特別区税や特別区交付金などの一般財源の増が見込まれるものの、それを大幅に上回る歳出の増により、財源不足額は105億円と前年度に比べ44億円、73.1%の増となりました。
長期的な区財政の運営を念頭に置くと、将来の財政需要への対応力を確保し続ける上で、警戒すべきタイミングに差し掛かっていると考えています。

今後も、社会経済活動の正常化が進みつつある一方、エネルギー・食料品価格の高騰や、金融資本市場等の変動など社会経済情勢の不透明な状況が想定される中、人口減少・少子高齢化における社会保障関連経費の増加、デジタル化への対応、脱炭素化への取組、災害リスクへの備え、公共施設の老朽化に伴う更新・改修需要など、必要経費は将来に向かってさらに増加することが見込まれます。

このような状況においても、将来にわたり良質な区民サービスを提供し続けるためには、安定した財政基盤を確立しなければなりません。

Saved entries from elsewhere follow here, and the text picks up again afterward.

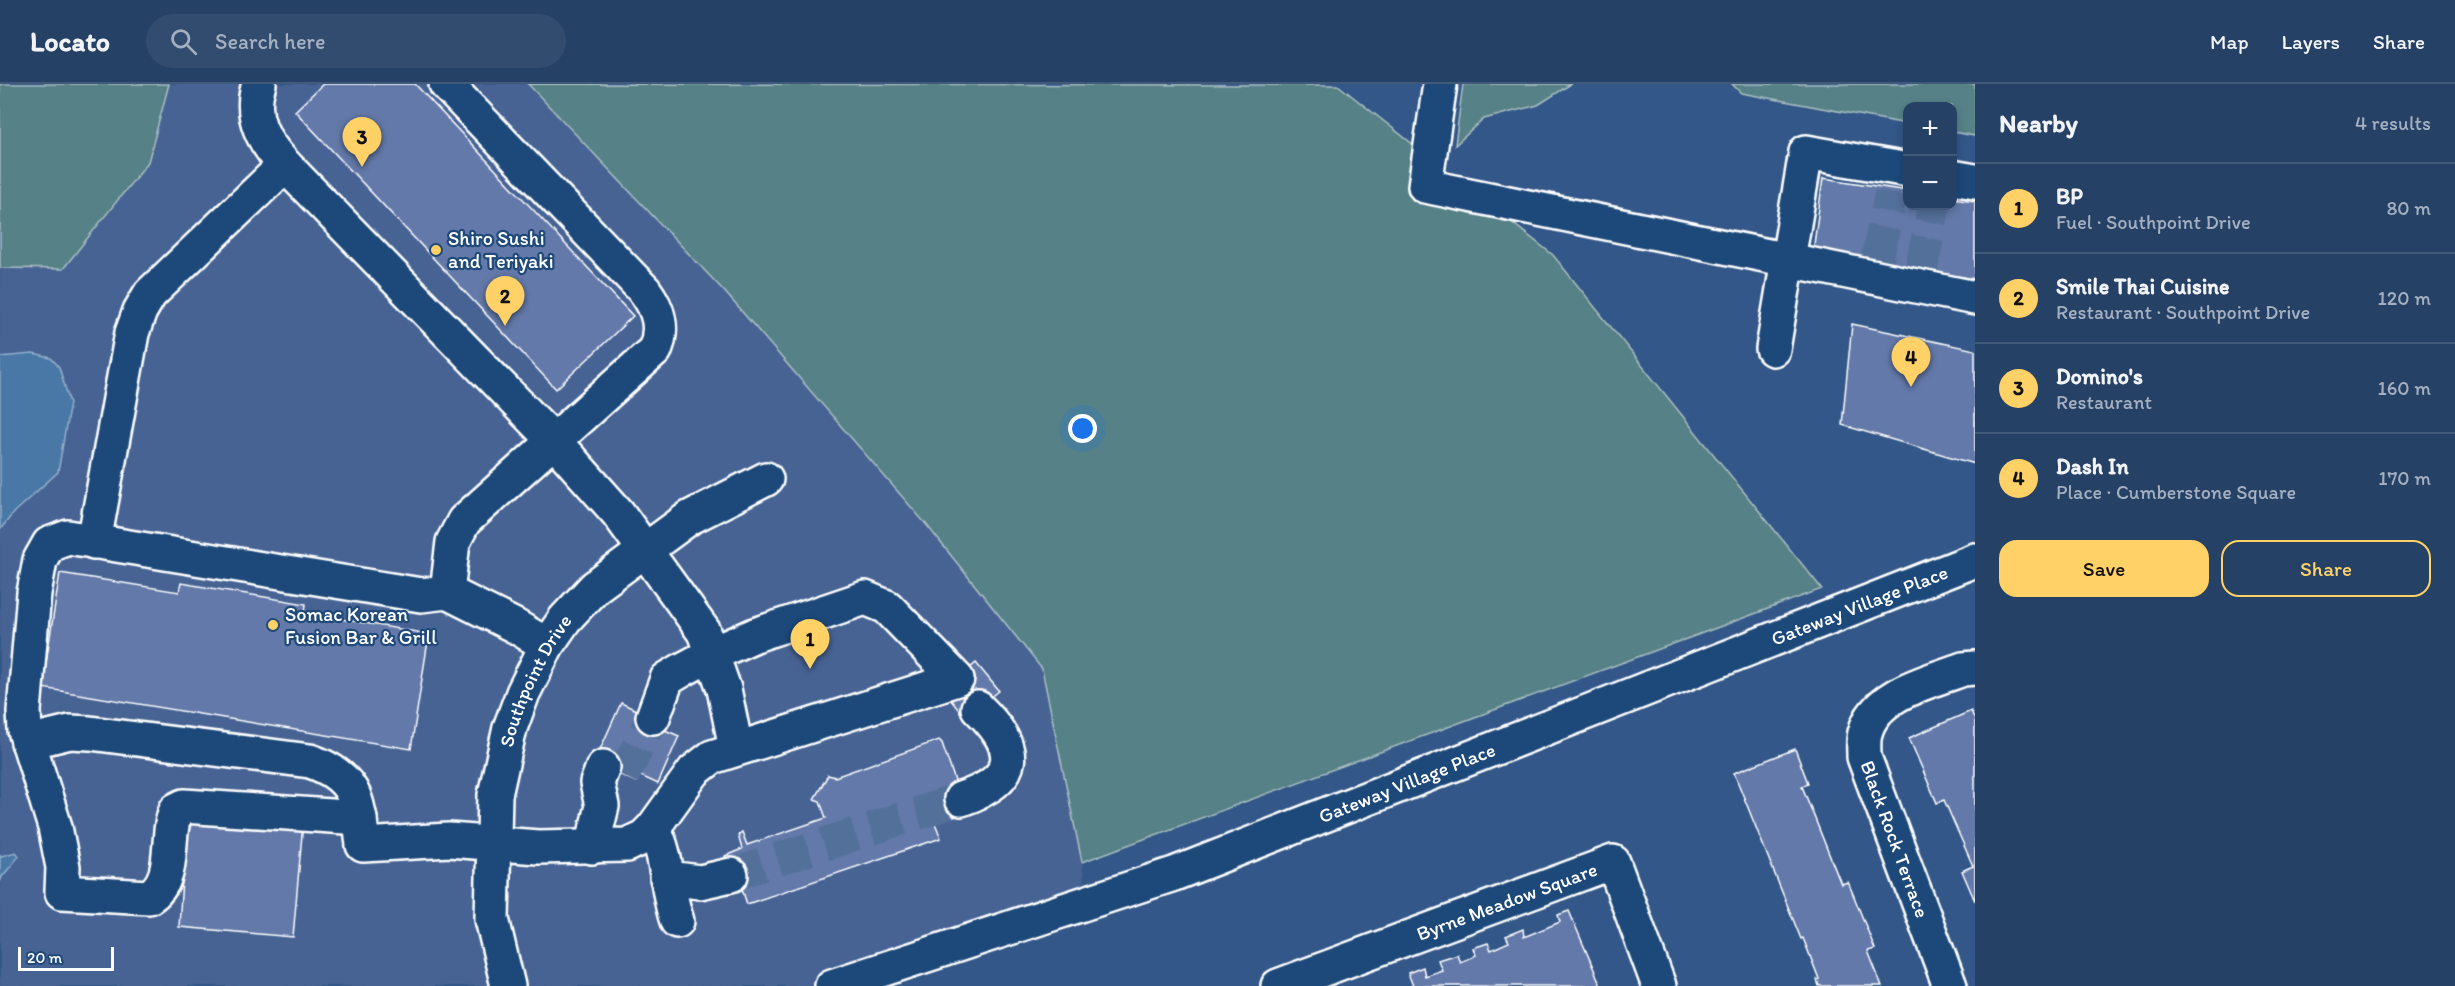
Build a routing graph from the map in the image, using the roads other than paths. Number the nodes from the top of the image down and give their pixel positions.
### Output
1 (259, 84) edge
2 (446, 84) edge
3 (1440, 84) edge
4 (285, 165) junction
5 (1898, 177) edge
6 (1957, 178) edge
7 (1975, 181) edge
8 (1789, 260) junction
9 (1975, 298) edge
10 (1773, 349) dead end
11 (553, 440) junction
12 (766, 479) dead end
13 (94, 542) junction
14 (645, 550) junction
15 (1975, 560) edge
16 (447, 592) junction
17 (547, 645) junction
18 (712, 654) junction
19 (1975, 668) edge
20 (978, 708) dead end
21 (644, 713) tunnel mouth
22 (28, 742) junction
23 (736, 748) junction
24 (609, 779) tunnel mouth
25 (961, 799) tunnel mouth
26 (360, 818) junction
27 (653, 828) junction
28 (492, 844) junction
29 (592, 846) junction
30 (731, 874) tunnel mouth
31 (667, 878) junction
32 (677, 921) dead end
33 (508, 986) edge
34 (832, 986) edge
35 (1278, 986) edge
36 (1659, 986) edge
37 (1950, 986) edge

1 - 4 street
2 - 11 street
3 - 8 street
4 - 11 street
4 - 13 street
5 - 8 street
6 - 7 street
8 - 9 street
8 - 10 street
11 - 14 street
11 - 16 street
12 - 14 street, Southpoint Drive
13 - 16 street
13 - 22 street
14 - 17 street, Southpoint Drive
14 - 18 street
15 - 34 street, Gateway Village Place
16 - 17 street
17 - 28 street, Southpoint Drive
18 - 21 street
18 - 23 street
18 - 23 street
19 - 37 street, Black Rock Terrace
20 - 25 street
22 - 26 street
22 - 26 street
23 - 27 street
24 - 29 street
26 - 28 street
27 - 29 street
27 - 31 street
28 - 29 street
28 - 33 street, Southpoint Drive
30 - 31 street
31 - 32 street
35 - 36 street, Byrne Meadow Square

そのためには、社会経済情勢を慎重に見極めながら、将来需要を的確に捕そくし、更なる歳入の確保と歳出の削減を図ることが不可欠です。

区民サービスの向上に資するデジタル化を進めるとともに、不断の行財政改革に徹底して取り組み、区政を取り巻く環境の変化に対応した持続可能な行財政運営に努めていきます。

4 おわりに

以上、区政の基本方針と施策の大綱について、所信の一端を申し述べてまいりましたが、ここで、昨年発生した不祥事等への対応についてご説明させていただきます。

まず、区民の信頼を損ねる不祥事が発生しましたことについて、深くお詫び申し上げます。

職員による不正残業・不正勤務への対応については、昨年実施した実態調査により、同様の不正行為がないことを確認しました。
本年3月からは出退勤管理のためのタイムレコーダーを新たに導入し、再発防止と勤怠管理の適正化を図るとともに、職員の服務規律の遵守の徹底に組織全体で取り組んでまいります。

業務委託契約及び指定管理施設における人員配置の虚偽報告への対応については、これまで区が締結している委託契約の緊急点検や、委託契約の約款の改正、各指定管理施設への状況調査などを実施してきました。令和6年度は、指定管理者の実地調査に、公認会計士が同行し、アドバイス等を行う取組を新たに開始します。

区役所は区民からの信頼があってこそ区政を推進することができます。一つ一つの業務を適切かつ丁寧に行っていくことで、区民からの信頼を取り戻せるよう、区役所一丸となって取り組んでまいります。

そのうえで、新宿の未来を担う子供たちの健やかな成長を育み、物価高騰や自然災害から区民生活を守るとともに、新宿のまちがさらなる発展を遂げられるよう、区政を推進してまいります。

今後も、現場現実を重視し、区民の皆様の声をお聴きしながら、誰もが安心して住み続けられる新宿のまちの実現に向けて、全力で取り組んでいきます。

議会並びに区民の皆様のご理解とご支援を心からお願い申し上げまして、区政の基本方針説明を終わらせていただきます。